Тюремщик думает о своих ключах
меньше, чем арестант о побеге.
Стендаль
Средства массовой информации вразнобой, путая факты и домыслы, сообщили об очередном ЧП в украинской системе исполнения наказаний: из колонии в Луганской области пытались совершить побег трое негодяев, приговоренных к пожизненному заключению. Беглецы были вооружены одним или двумя пистолетами и десятком самодельных гранат (как вариант – взрывпакетом), один бандит был убит при побеге. Затем тюремный спецназ принялся избивать всех заключенных, которые к побегу отношения не имели. Невинные зэки в знак протеста порезали себе различные части тела, правозащитники возмущены, тюремное начальство врет напропалую.
Но правду скрыть не удастся, так как в колонии работают аж три комиссии: департамента исполнения наказаний, Генпрокуратуры и уполномоченного по правам человека.
Данная информация, как всегда в этой стране, слишком неполна и слишком противоречива, чтобы на ее основании квалифицированно делать какие-либо выводы, но некоторые предположения построить можно. Отталкиваясь от личного опыта, сведений, высказанных должностными лицами (осмысленно и по глупости) и элементарного анализа информации, поставляемой СМИ. Хотя сразу же следует признать, что вопросов возникает намного больше, чем можно найти ответов на них, и избежать неточных трактовок практически не получится.
Что произошло в тюрьме. Лица, приговоренные к пожизненному заключению, содержатся в колониях (участках) максимального уровня безопасности. Об этом руководители тюремной системы сейчас говорить не хотят по вполне понятной причине. Этот хвастливый термин «максимальный уровень», т. е. «максимальней» некуда, появился сравнительно недавно, раньше это были колонии особого режима. Тут же напрашивается вопрос: если при максимальном уровне безопасности у зэков имеются пистолеты и гранаты, что же есть у уголовников, отбывающих наказание в колониях среднего или минимального уровня безопасности? Неужели пулеметы и авиабомбы?
Содержатся «пожизненники» в специальных помещениях, изолированных от других строений, надзор за ними непрерывный, живут они в камерах, выводятся на работу тоже в камеры, передвигаются вне камер в наручниках в положении «руки за спиной». Чтобы исключить любую возможность неожиданного нападения на охрану, прежде чем откроется дверь, заключенный протягивает руки в «кормушку», а уж потом, закованный, выходит в коридор. Ежедневно в камерах проводятся обыски и технические осмотры, в ходе которых всякий предмет ощупывается, а решетки, стены, пол, потолок, кровати, столы, табуретки («мебель», естественно намертво вмурована в пол и стены) простукиваются киянкой на длинной ручке. Продукты питания, переданные осужденным родственниками, выдаются им по требованию и только по мере необходимости, холодильников в камерах нет, ножей (в том числе консервных), вилок, иных колющих, режущих и вообще стальных предметов тоже нет, даже в обуви отсутствуют супинаторы. Металлические и стеклянные консервные банки не выдаются, при необходимости банка вскрывается на глазах ее владельца, а ее содержимое выкладывается в миску и выдается осужденному. Так, во всяком случае, должно быть.

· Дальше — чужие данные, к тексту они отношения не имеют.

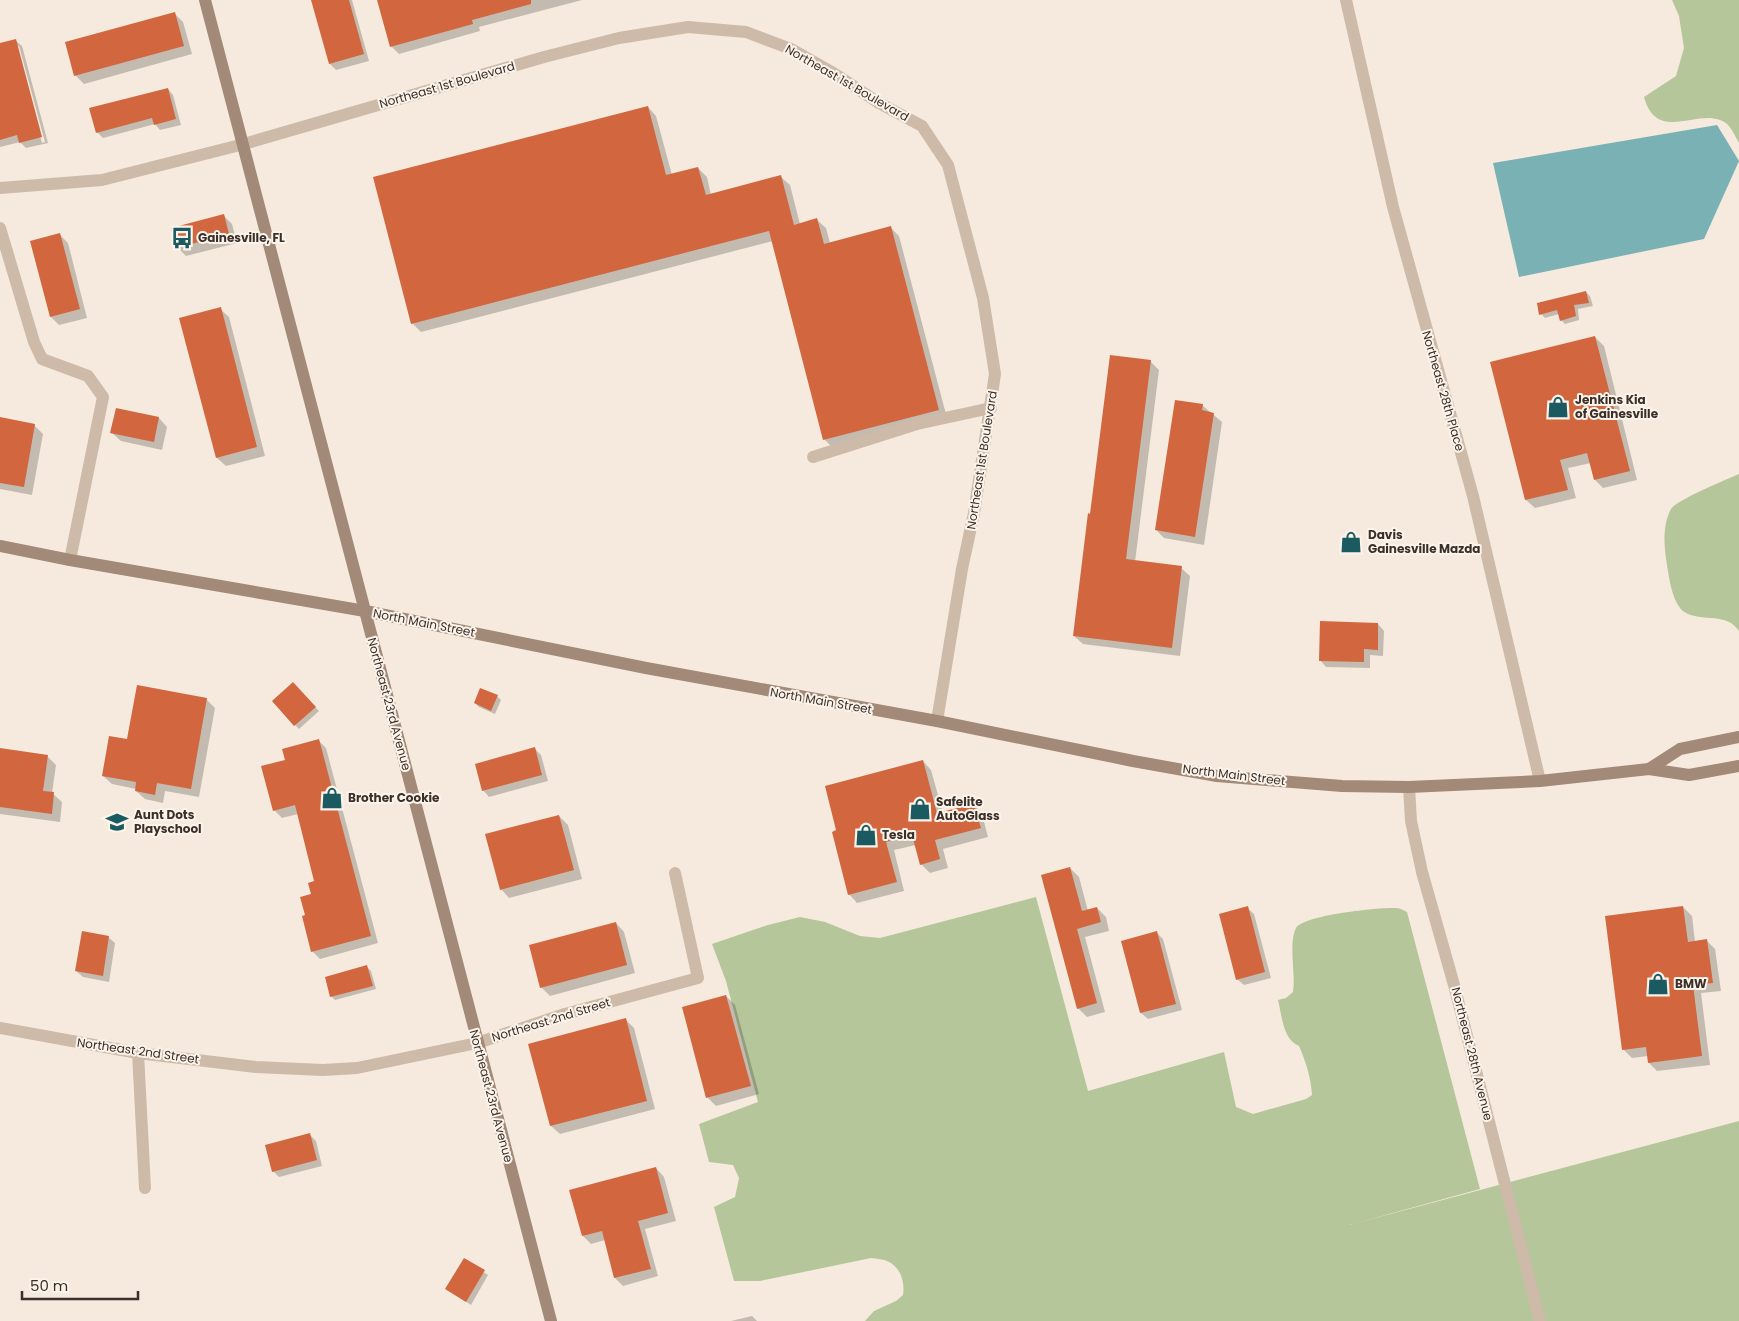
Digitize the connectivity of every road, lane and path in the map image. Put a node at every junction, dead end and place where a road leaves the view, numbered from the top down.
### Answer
1 (205, 0) edge
2 (1346, 0) edge
3 (244, 144) junction
4 (0, 188) edge
5 (0, 228) edge
6 (991, 408) junction
7 (813, 457) dead end
8 (0, 546) edge
9 (70, 560) junction
10 (365, 611) junction
11 (938, 721) junction
12 (1739, 737) edge
13 (1739, 766) edge
14 (1648, 769) junction
15 (1540, 781) junction
16 (1409, 787) junction
17 (675, 873) dead end
18 (0, 1028) edge
19 (477, 1043) junction
20 (138, 1053) junction
21 (145, 1188) dead end
22 (551, 1321) edge
23 (1540, 1321) edge

1 - 3 main road, Northeast 23rd Avenue
2 - 15 street, Northeast 28th Place
3 - 4 street, Northeast 1st Boulevard
3 - 6 street, Northeast 1st Boulevard
3 - 10 main road, Northeast 23rd Avenue
5 - 9 street
6 - 7 street
6 - 11 street, Northeast 1st Boulevard
8 - 9 main road, North Main Street
9 - 10 main road, North Main Street
10 - 11 main road, North Main Street
10 - 19 main road, Northeast 23rd Avenue
11 - 16 main road, North Main Street
12 - 14 main road, North Main Street
13 - 14 main road, North Main Street
14 - 15 main road, North Main Street
15 - 16 main road, North Main Street
16 - 23 street, Northeast 28th Avenue
17 - 19 street, Northeast 2nd Street
18 - 20 street, Northeast 2nd Street
19 - 20 street, Northeast 2nd Street
19 - 22 main road, Northeast 23rd Avenue
20 - 21 street

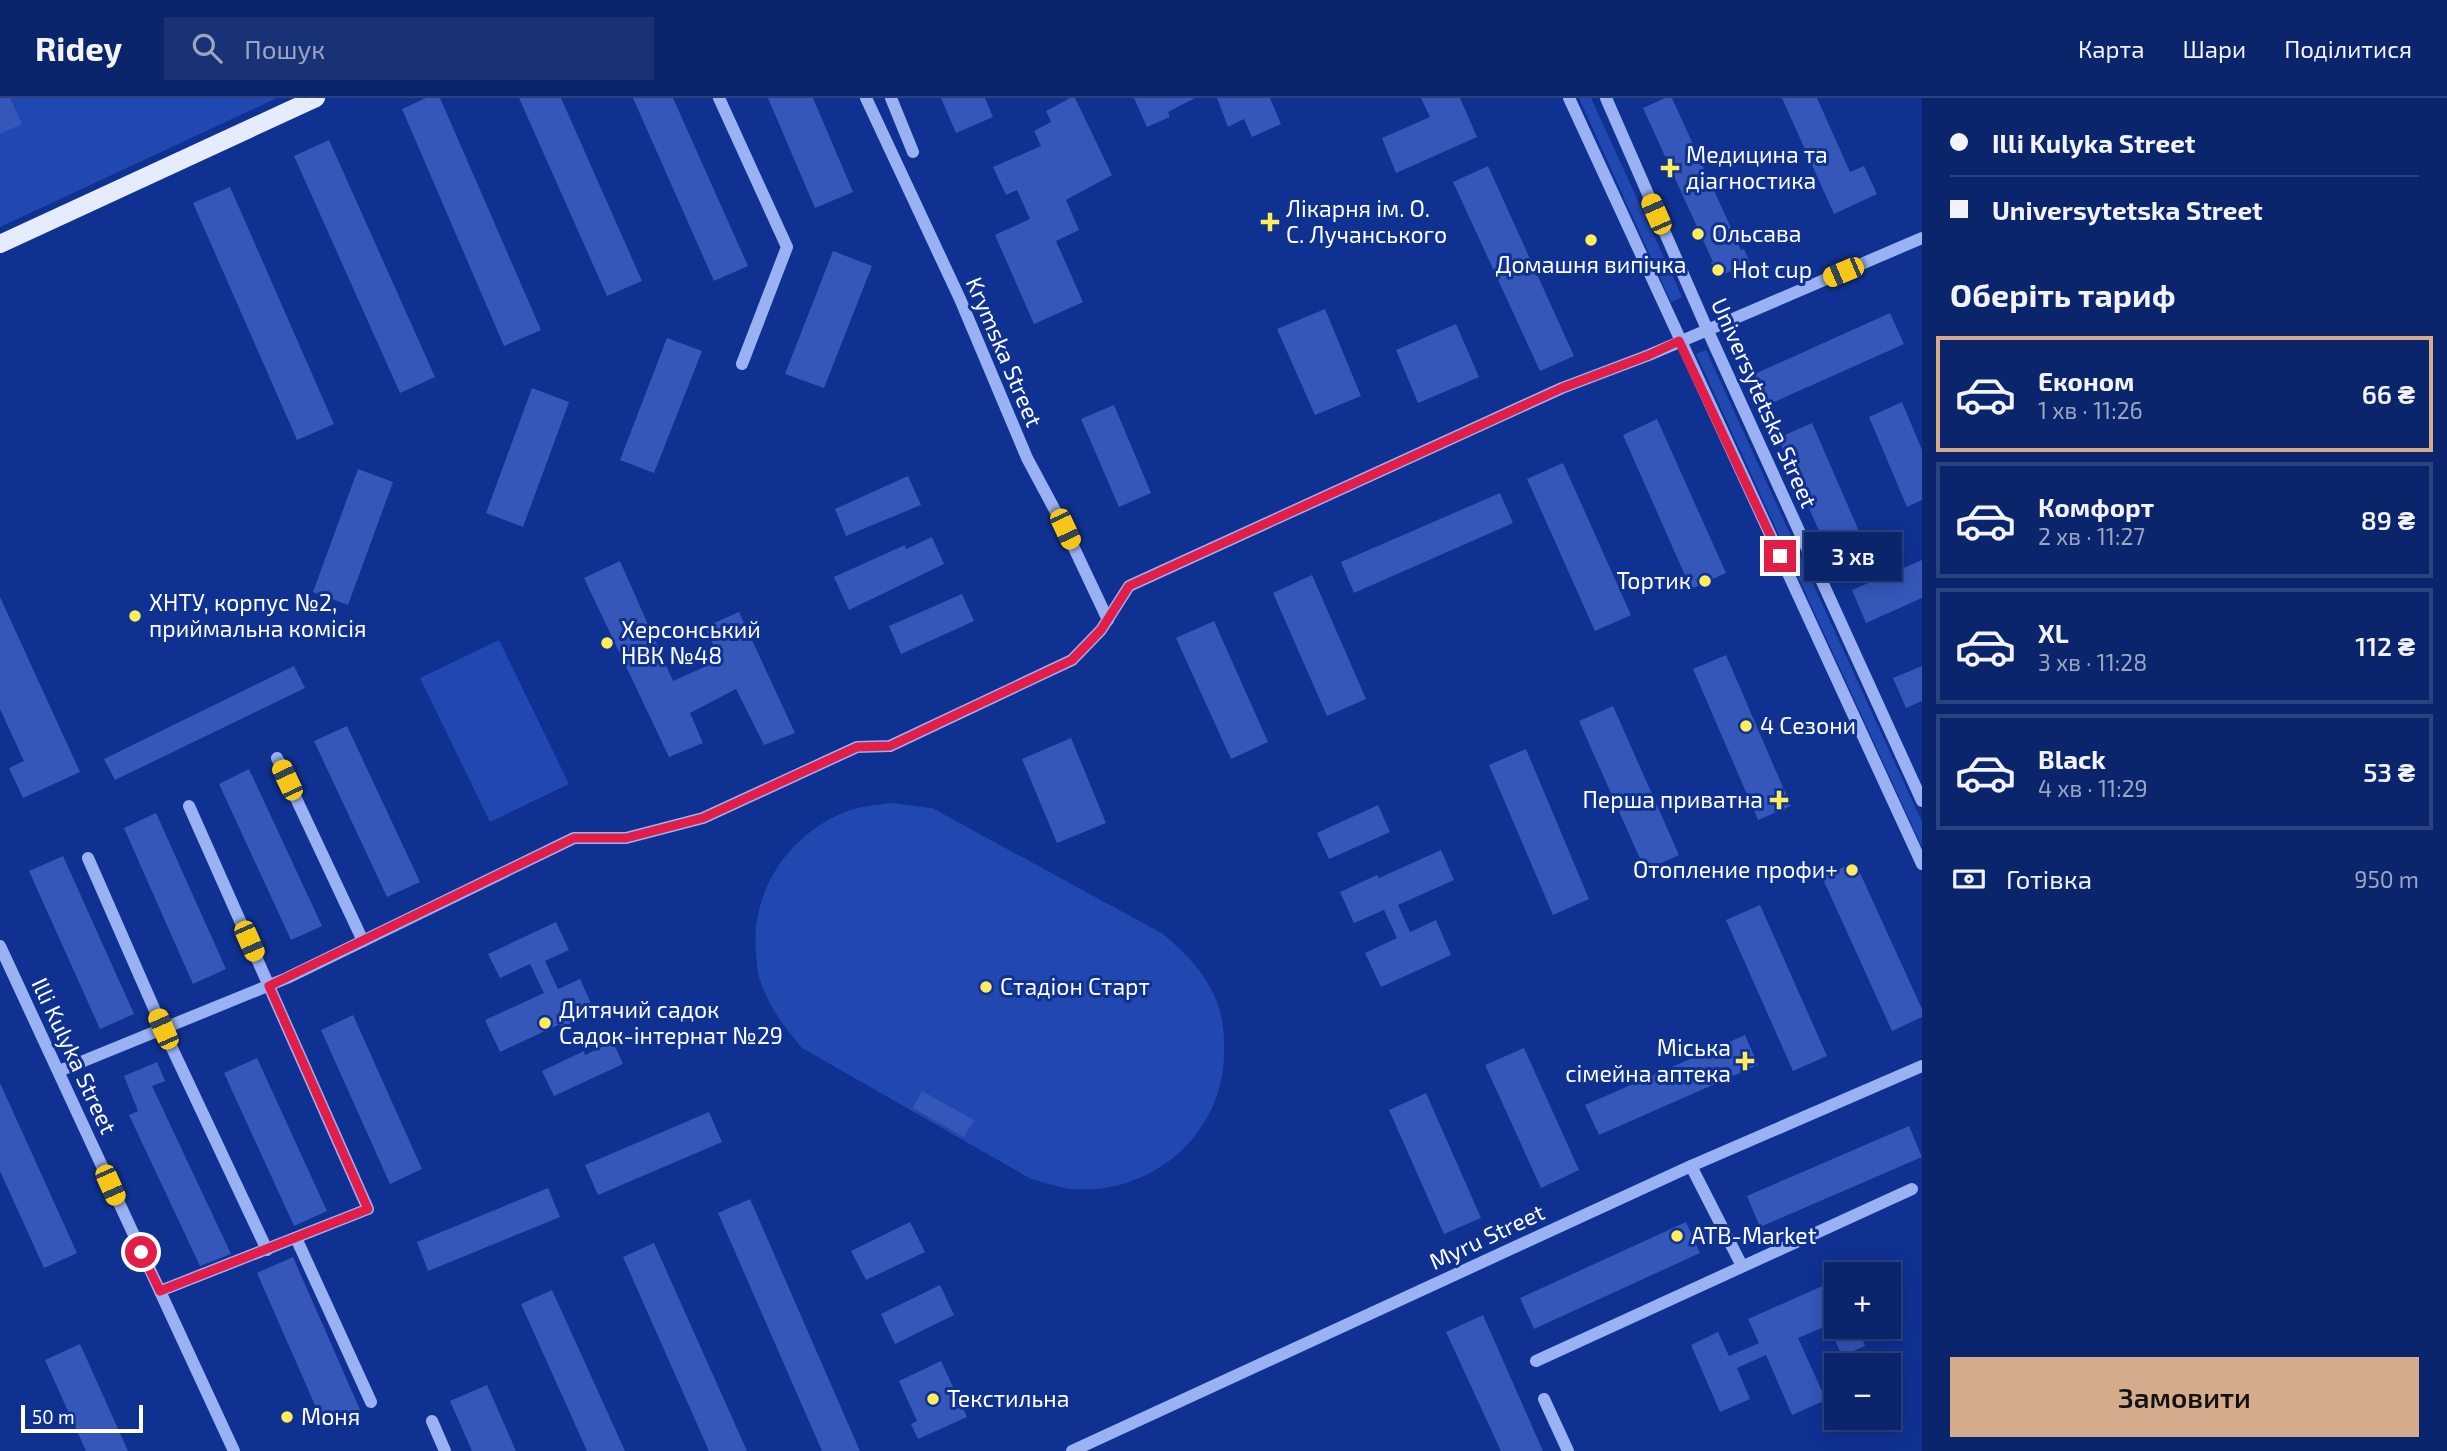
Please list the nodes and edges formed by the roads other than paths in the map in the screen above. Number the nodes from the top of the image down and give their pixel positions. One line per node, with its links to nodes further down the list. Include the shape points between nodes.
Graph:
1 (316, 98): 9 (main road)
2 (719, 98): 12 (street, via 787,247)
3 (866, 98): 13 (street, Krymska Street, via 960,299 1027,458)
4 (891, 98): 7 (street)
5 (1569, 98): 11 (street)
6 (1606, 98): 10 (street, Universytetska Street)
7 (912, 152)
8 (1922, 238): 10 (street)
9 (0, 244)
10 (1707, 329): 11 (street); 15 (street, Universytetska Street)
11 (1679, 341): 13 (street, via 1562,388 1129,586); 18 (street)
12 (742, 364)
13 (1108, 620): 19 (street, via 1072,660 890,746 857,747 703,818 626,838 574,838)
14 (277, 758): 19 (street)
15 (1922, 800)
16 (189, 806): 21 (street)
17 (88, 858): 22 (street)
18 (1922, 864)
19 (363, 941): 21 (street)
20 (0, 946): 24 (street, Illi Kulyka Street)
21 (269, 986): 22 (street); 27 (street, via 368,1209)
22 (163, 1029): 24 (street); 28 (street)
23 (1922, 1066): 25 (street, Myru Street)
24 (59, 1071): 30 (street, Illi Kulyka Street)
25 (1691, 1166): 29 (street); 37 (street, Myru Street)
26 (1912, 1189): 29 (street)
27 (296, 1238): 28 (street); 33 (street)
28 (267, 1250): 30 (street)
29 (1742, 1266): 31 (street)
30 (160, 1291): 35 (street, Illi Kulyka Street)
31 (1536, 1361)
32 (1545, 1399): 38 (street)
33 (371, 1402)
34 (432, 1421): 36 (street)
35 (234, 1451)
36 (445, 1451)
37 (1072, 1451)
38 (1568, 1451)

На практике – а происшедшее уже практика – эти требования никогда не выполняются. В результате в камеру почему-то попали консервные банки (значит, в камере с ведома администрации имелся нож для их открывания?), в которых оказались оружие, взрывчатка и ножовочные полотна. Рассуждения департаментского руководителя о том, что к большому несчастью по существующим правилам должны проверяться лишь консервы домашнего изготовления, устойчиво ассоциируются с восклицанием Верки Сердючки «Шо я морозю?» и с поговоркой про танцора, которому всегда что-то мешает. Те правила, о которых невпопад вспоминает чиновник, существовали еще в СССР, когда к пожизненному заключению злодеев не приговаривали. Да и консервы домашнего приготовления в передачах вообще не принимались...
Можно было бы провести с бездарными тюремщиками семинар на тему оперативного мышления и оперативного чутья. При этом продемонстрировав используемые преступниками ухищрения, позволяющие «по-фабричному» в домашней обстановке, имея в руках только острый нож, в течение нескольких минут «закатать» в жестяную банку любой предмет, и обучив их (тюремщиков) простым, но эффективным способам проверки закатанных банок без проникновения вовнутрь. Да вот только заинтересует ли эта информация людей, у которых перед глазами навязчиво мелькают зеленые купюры, а в ушах стоит их нежный шелест?
Пример из опыта. В конце 80-х годов в одной из колоний среди прочих продуктов брат передал зэку банку сельди. Это вызвало подозрение – кормили осужденных тогда вполне пристойно, селедки хватало, даже еще оставалась. Об оружии в то время никто, конечно, не думал, но наличие наркотиков предполагали. Банку обследовали: она не имела следов повреждения и пайки, вальцовка была ровная, внутри ничего не перекатывалось, вес брутто точно соответствовал весу нетто, указанному на этикетке, центр тяжести после встряхиваний в различных направлениях всегда совпадал с геометрическим центром (кому не лень -- учитесь!), то есть банка была плотно заполнена однородным составом. Не выдать консервы нельзя – зэк был «вонючий», станет писать жалобы, вскрыть банку перед выдачей тоже нельзя, может, он хочет ее съесть на Новый год. Решение нашлось простое и эффективное – купили в ближайшем гастрономе такую же банку и выдали ее зэку. А его селедку после работы «убили» под водку. Подозрительность – главная добродетель тюремщика!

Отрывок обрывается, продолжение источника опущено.